(Exercise) Set down every record below exactly as it stands, leaving out the pictures.

(Source material)
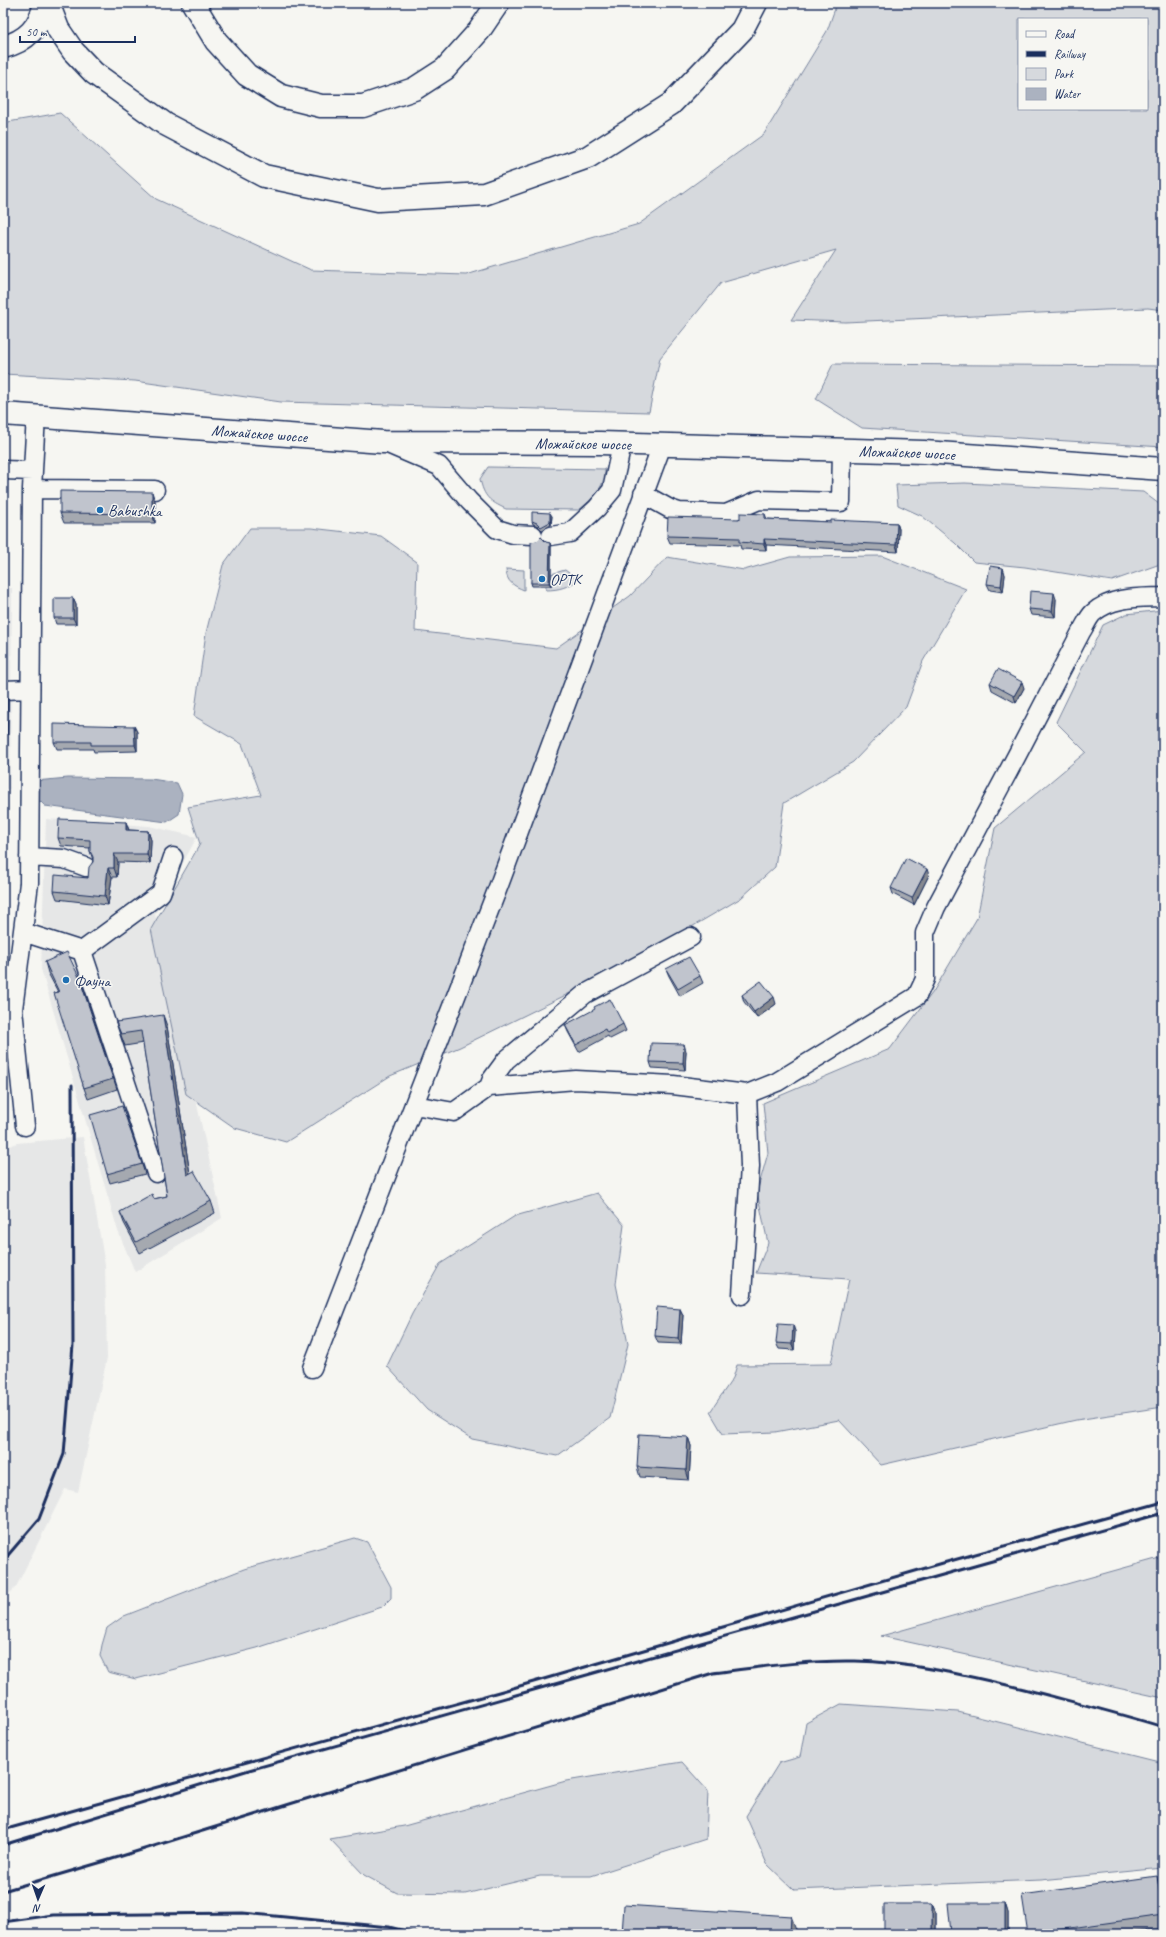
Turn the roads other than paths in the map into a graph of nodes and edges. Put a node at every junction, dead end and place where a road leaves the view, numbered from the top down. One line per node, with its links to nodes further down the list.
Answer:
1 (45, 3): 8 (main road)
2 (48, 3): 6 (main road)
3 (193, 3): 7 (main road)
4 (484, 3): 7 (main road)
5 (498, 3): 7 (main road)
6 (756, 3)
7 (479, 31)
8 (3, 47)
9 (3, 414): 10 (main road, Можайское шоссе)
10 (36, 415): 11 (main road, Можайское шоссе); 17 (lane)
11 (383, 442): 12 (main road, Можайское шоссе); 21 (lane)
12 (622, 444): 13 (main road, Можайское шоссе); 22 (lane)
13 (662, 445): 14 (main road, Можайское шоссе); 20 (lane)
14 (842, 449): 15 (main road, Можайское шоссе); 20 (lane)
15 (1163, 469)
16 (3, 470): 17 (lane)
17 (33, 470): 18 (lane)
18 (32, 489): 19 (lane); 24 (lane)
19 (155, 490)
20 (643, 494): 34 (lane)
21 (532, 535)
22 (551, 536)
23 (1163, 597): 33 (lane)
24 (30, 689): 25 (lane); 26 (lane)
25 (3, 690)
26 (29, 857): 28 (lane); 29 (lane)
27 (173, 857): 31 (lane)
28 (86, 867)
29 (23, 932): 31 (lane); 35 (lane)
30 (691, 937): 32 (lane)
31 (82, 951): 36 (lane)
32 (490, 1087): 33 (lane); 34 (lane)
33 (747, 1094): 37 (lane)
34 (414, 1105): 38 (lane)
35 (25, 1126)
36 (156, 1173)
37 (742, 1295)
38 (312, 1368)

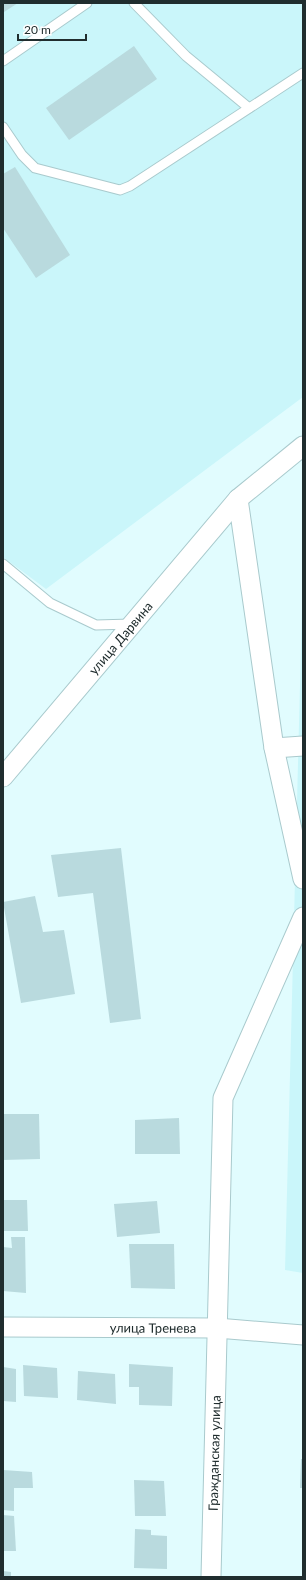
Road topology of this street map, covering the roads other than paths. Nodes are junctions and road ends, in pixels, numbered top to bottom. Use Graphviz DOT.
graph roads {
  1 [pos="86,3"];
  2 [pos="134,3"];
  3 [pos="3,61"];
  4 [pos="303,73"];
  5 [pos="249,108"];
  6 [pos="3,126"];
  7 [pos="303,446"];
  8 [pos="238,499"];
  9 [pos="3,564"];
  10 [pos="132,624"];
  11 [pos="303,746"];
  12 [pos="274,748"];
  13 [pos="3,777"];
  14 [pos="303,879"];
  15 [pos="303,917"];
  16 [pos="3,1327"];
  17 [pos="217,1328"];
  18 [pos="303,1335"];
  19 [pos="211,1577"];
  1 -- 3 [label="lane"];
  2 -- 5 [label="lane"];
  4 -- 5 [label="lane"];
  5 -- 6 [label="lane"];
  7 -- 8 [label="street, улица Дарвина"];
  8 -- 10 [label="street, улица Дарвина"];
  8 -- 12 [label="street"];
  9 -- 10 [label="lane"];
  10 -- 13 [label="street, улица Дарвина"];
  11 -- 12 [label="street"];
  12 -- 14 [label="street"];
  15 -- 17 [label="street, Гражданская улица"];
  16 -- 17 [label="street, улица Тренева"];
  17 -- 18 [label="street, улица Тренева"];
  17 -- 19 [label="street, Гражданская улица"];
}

(Answer area)
Turn the roads other than paths in the map into a graph of nodes and edges. Put a node at every junction, dead end and place where a road leaves the view, numbered from the top down. One line per node, with its links to nodes further down the list.
Answer:
1 (45, 3): 8 (main road)
2 (48, 3): 6 (main road)
3 (193, 3): 7 (main road)
4 (484, 3): 7 (main road)
5 (498, 3): 7 (main road)
6 (756, 3)
7 (479, 31)
8 (3, 47)
9 (3, 414): 10 (main road, Можайское шоссе)
10 (36, 415): 11 (main road, Можайское шоссе); 17 (lane)
11 (383, 442): 12 (main road, Можайское шоссе); 21 (lane)
12 (622, 444): 13 (main road, Можайское шоссе); 22 (lane)
13 (662, 445): 14 (main road, Можайское шоссе); 20 (lane)
14 (842, 449): 15 (main road, Можайское шоссе); 20 (lane)
15 (1163, 469)
16 (3, 470): 17 (lane)
17 (33, 470): 18 (lane)
18 (32, 489): 19 (lane); 24 (lane)
19 (155, 490)
20 (643, 494): 34 (lane)
21 (532, 535)
22 (551, 536)
23 (1163, 597): 33 (lane)
24 (30, 689): 25 (lane); 26 (lane)
25 (3, 690)
26 (29, 857): 28 (lane); 29 (lane)
27 (173, 857): 31 (lane)
28 (86, 867)
29 (23, 932): 31 (lane); 35 (lane)
30 (691, 937): 32 (lane)
31 (82, 951): 36 (lane)
32 (490, 1087): 33 (lane); 34 (lane)
33 (747, 1094): 37 (lane)
34 (414, 1105): 38 (lane)
35 (25, 1126)
36 (156, 1173)
37 (742, 1295)
38 (312, 1368)

Road topology of this street map, covering the roads other than paths. Nodes are junctions and road ends, in pixels, numbered top to bottom. Use Graphviz DOT.
graph roads {
  1 [pos="86,3"];
  2 [pos="134,3"];
  3 [pos="3,61"];
  4 [pos="303,73"];
  5 [pos="249,108"];
  6 [pos="3,126"];
  7 [pos="303,446"];
  8 [pos="238,499"];
  9 [pos="3,564"];
  10 [pos="132,624"];
  11 [pos="303,746"];
  12 [pos="274,748"];
  13 [pos="3,777"];
  14 [pos="303,879"];
  15 [pos="303,917"];
  16 [pos="3,1327"];
  17 [pos="217,1328"];
  18 [pos="303,1335"];
  19 [pos="211,1577"];
  1 -- 3 [label="lane"];
  2 -- 5 [label="lane"];
  4 -- 5 [label="lane"];
  5 -- 6 [label="lane"];
  7 -- 8 [label="street, улица Дарвина"];
  8 -- 10 [label="street, улица Дарвина"];
  8 -- 12 [label="street"];
  9 -- 10 [label="lane"];
  10 -- 13 [label="street, улица Дарвина"];
  11 -- 12 [label="street"];
  12 -- 14 [label="street"];
  15 -- 17 [label="street, Гражданская улица"];
  16 -- 17 [label="street, улица Тренева"];
  17 -- 18 [label="street, улица Тренева"];
  17 -- 19 [label="street, Гражданская улица"];
}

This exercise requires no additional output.